Transfer such cases to cyber cell: experts
Home minister RR Patil’s announcement on Tuesday that training sessions will be held to help police officials understand the Information Technology (IT) Act better and how to use it drew mixed response from cyber experts.mumbai Updated: Nov 30, 2012 00:08 IST
Home minister RR Patil’s announcement on Tuesday that training sessions will be held to help police officials understand the Information Technology (IT) Act better and how to use it drew mixed response from cyber experts.

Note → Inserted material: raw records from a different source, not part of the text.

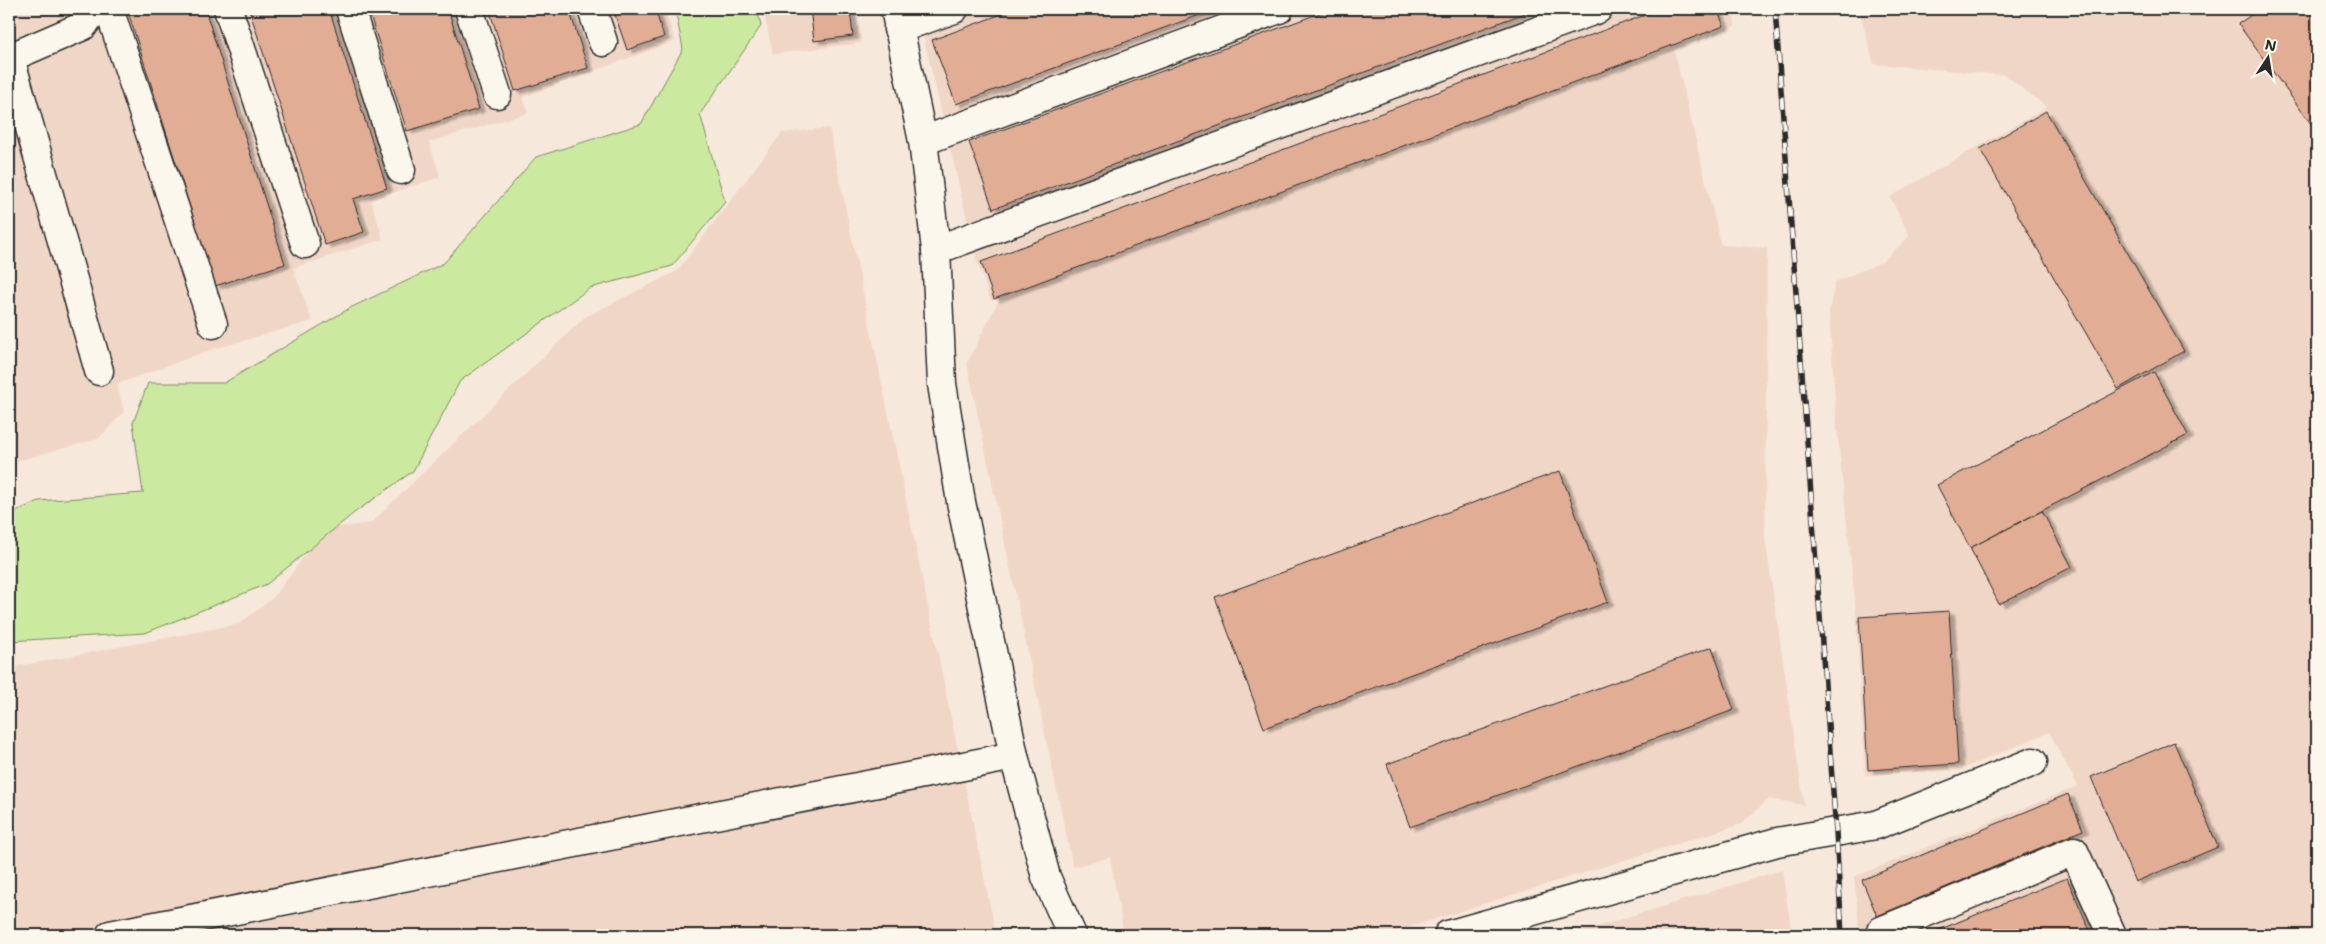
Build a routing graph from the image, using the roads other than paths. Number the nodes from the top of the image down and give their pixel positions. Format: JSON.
{"nodes":[{"id":1,"x":95,"y":9,"type":"edge"},
{"id":2,"x":109,"y":9,"type":"edge"},
{"id":3,"x":228,"y":9,"type":"edge"},
{"id":4,"x":350,"y":9,"type":"edge"},
{"id":5,"x":469,"y":9,"type":"edge"},
{"id":6,"x":592,"y":9,"type":"edge"},
{"id":7,"x":954,"y":9,"type":"edge"},
{"id":8,"x":1278,"y":9,"type":"edge"},
{"id":9,"x":1598,"y":9,"type":"edge"},
{"id":10,"x":897,"y":19,"type":"edge"},
{"id":11,"x":603,"y":42,"type":"dead end"},
{"id":12,"x":9,"y":58,"type":"edge"},
{"id":13,"x":497,"y":94,"type":"dead end"},
{"id":14,"x":923,"y":141,"type":"junction"},
{"id":15,"x":401,"y":170,"type":"dead end"},
{"id":16,"x":305,"y":244,"type":"dead end"},
{"id":17,"x":936,"y":250,"type":"junction"},
{"id":18,"x":214,"y":324,"type":"dead end"},
{"id":19,"x":99,"y":371,"type":"dead end"},
{"id":20,"x":1014,"y":756,"type":"junction"},
{"id":21,"x":2033,"y":762,"type":"dead end"},
{"id":22,"x":1880,"y":931,"type":"dead end"},
{"id":23,"x":110,"y":935,"type":"edge"},
{"id":24,"x":1072,"y":935,"type":"edge"},
{"id":25,"x":1448,"y":935,"type":"edge"},
{"id":26,"x":2112,"y":935,"type":"edge"}],
"edges":[{"from":1,"to":12,"type":"street"},
{"from":2,"to":18,"type":"street"},
{"from":3,"to":16,"type":"street"},
{"from":4,"to":15,"type":"street"},
{"from":5,"to":13,"type":"street"},
{"from":6,"to":11,"type":"street"},
{"from":7,"to":10,"type":"street"},
{"from":8,"to":14,"type":"street"},
{"from":9,"to":17,"type":"street"},
{"from":10,"to":14,"type":"street"},
{"from":12,"to":19,"type":"street"},
{"from":14,"to":17,"type":"street"},
{"from":17,"to":20,"type":"street"},
{"from":20,"to":23,"type":"street"},
{"from":20,"to":24,"type":"street"},
{"from":21,"to":25,"type":"street"},
{"from":22,"to":26,"type":"street"}]}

Cyber expert Vijay Mukhi said: “The first thing that needs to be done is to ensure that there are speedy trials in cases of cyber crime. Only then will there be precedents that will guide the police in the future. For instance, if during the trial of a cyber crime case, the court tells the police that a particular section cannot be applied, it will serve as a precedent.”
Mukhi said there is also a need to create specialised cyber courts on the lines of the labour courts.
Cyber security professional Vicky Shah said that while policemen are already being trained, the process needs to be hastened as currently only 10 officers from local police stations are being trained each week. “At this rate, even if the training is carried out for five years, you will end up training 2,500 officers. That’s slow considering there are at least 40,000 policemen,” Shah said.
Cyber lawyer Pankaj Bafna suggested an alternative, that instead of training police personnel, whenever there is a case where sections of the IT Act have to applied, it should be sent to the cyber wing of the Mumbai police. “You have a specialised cell trained to work on such cases. So, instead of spending money training so many personnel, local police stations should transfer cases where the IT Act could be applied to the cyber police,” Bafna said.